The Kumeyaay and associated peoples have numerous uses for chamise, which they call iipsi or iipshi. The presence of the flammable oils in the leaves and stems make the sticks an excellent choice for kindling. The tough lignotuber, or the burl, is valued for creating long-lasting and high quality charcoal when burned. The Kumeyaay also used chamise for making hardwood points of arrows. The chamise-wood point would be pressed or glued with pinyon pine pitch into a shaft made out of arrowweed, California sunflower, or mulefat. Fire was used to harden the wooden points, which allegedly made it as hard as iron as when done correctly.

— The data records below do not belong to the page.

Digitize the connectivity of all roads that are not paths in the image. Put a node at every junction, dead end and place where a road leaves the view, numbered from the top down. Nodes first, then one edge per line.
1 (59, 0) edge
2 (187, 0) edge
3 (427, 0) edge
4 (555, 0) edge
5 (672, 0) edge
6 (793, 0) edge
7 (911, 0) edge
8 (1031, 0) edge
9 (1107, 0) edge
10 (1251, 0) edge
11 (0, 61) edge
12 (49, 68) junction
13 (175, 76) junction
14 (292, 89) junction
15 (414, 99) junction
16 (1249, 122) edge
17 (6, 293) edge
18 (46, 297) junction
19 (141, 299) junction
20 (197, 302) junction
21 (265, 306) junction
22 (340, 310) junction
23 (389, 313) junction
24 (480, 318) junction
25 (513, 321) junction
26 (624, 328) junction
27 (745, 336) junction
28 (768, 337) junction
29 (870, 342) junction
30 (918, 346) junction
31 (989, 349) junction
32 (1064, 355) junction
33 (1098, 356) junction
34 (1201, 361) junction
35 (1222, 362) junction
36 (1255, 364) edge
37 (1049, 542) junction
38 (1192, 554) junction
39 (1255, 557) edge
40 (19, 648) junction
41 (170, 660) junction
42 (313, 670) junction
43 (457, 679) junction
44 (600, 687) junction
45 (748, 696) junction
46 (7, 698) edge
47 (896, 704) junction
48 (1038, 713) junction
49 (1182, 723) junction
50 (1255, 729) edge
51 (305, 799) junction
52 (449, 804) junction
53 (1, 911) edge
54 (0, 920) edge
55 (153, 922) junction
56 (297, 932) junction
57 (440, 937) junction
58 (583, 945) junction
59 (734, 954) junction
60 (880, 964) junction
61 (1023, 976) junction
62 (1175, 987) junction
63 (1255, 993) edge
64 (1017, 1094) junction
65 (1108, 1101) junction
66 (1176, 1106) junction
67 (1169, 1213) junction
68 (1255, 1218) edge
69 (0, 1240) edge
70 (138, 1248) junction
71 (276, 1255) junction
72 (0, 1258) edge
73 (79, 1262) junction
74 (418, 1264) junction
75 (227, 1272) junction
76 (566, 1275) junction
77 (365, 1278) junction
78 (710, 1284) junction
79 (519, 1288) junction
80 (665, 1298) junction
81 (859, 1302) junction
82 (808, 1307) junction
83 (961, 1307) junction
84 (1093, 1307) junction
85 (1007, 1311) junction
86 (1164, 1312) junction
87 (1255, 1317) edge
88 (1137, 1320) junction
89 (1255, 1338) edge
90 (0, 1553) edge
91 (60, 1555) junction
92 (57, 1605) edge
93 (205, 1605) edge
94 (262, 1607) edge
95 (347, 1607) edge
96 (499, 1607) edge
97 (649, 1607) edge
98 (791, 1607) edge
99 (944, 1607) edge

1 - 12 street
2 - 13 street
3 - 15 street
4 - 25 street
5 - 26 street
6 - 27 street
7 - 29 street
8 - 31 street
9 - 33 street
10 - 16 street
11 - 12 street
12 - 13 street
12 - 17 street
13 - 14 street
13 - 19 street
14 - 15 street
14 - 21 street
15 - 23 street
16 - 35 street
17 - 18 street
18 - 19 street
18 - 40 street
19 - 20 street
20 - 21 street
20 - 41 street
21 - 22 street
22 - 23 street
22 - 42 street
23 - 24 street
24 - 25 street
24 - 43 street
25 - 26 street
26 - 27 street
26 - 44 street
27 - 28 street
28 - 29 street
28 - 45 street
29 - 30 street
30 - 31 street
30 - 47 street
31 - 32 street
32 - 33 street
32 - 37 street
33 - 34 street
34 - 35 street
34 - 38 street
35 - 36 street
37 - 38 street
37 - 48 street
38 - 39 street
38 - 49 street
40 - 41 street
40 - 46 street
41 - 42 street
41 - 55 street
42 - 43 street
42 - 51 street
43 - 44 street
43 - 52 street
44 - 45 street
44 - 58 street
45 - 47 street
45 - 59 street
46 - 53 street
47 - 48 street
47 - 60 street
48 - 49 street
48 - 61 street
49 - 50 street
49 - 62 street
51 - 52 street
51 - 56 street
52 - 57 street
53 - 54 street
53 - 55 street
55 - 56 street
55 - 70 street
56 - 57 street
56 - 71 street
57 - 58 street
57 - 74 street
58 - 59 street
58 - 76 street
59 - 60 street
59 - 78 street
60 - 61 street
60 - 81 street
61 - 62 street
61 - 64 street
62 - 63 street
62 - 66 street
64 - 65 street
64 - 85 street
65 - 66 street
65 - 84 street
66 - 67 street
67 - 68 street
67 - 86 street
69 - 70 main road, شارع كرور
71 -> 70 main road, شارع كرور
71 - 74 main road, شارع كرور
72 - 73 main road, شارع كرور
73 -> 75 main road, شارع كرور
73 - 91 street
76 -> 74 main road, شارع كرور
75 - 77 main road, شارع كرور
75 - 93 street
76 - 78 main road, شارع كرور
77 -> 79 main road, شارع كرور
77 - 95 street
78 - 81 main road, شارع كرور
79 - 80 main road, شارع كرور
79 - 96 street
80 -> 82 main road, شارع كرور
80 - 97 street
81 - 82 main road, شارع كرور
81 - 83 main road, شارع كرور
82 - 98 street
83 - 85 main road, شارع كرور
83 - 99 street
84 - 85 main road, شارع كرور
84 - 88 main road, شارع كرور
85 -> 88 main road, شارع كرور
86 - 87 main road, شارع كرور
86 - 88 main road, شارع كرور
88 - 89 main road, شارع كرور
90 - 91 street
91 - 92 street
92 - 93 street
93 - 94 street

The plant is also used by many other Native Americans including the Cahuilla, Chumash and the Ohlone. Cahuilla and Luiseño people used the plant in construction of houses and fences and for making arrows.

==== Chumash ====
The hard wood of chamise was used by Chumash people to make tools. Chamise sticks were used to drill or ream the pithy heart of elderberry to make hollow tubes. To make arrow fore-shafts, chamise wood was collected when still green, dried by putting it in the groove of heated soapstone shaft straighteners with a lubricant like oil to make it smooth. The fore-shaft would then be inserted into an arrow's cane main-shaft and either be sharpened into a point or tipped with a stone arrowhead. Chamise wood was also used by Chumash people for clam-gathering sticks, similar to abalone pry bars. Hinged-stick snares found in the Cuyama dry caves may have been made from chamise.

=== Medicinal ===
Chamise is useful for treating eczema and skin conditions caused by chafing and irritation. Psoriasis plaques do not seem to respond well to chamise treatment, but this treatment reportedly improved discomfort and dryness. A balm is made by placing 50 grams of branches and leaves into 2 liters of extra virgin olive oil to infuse for 1 month. Then the olive oil is poured into a mixing bowl and 135 grams of beeswax is melted and thoroughly mixed in a water bath at 75 degrees Celsius. The mixture is then poured into 35 milliliter containers and allowed to harden into a balm. The balm can be rubbed with the finger tips and used as needed daily on rashes and lesions on the skin.

In Chumash traditional medicine, a tea was made from chamise leaves for women, likely to aid during complications in childbirth or menstruation. The Cahuilla and Luiseño people used the plants in medicinal washes.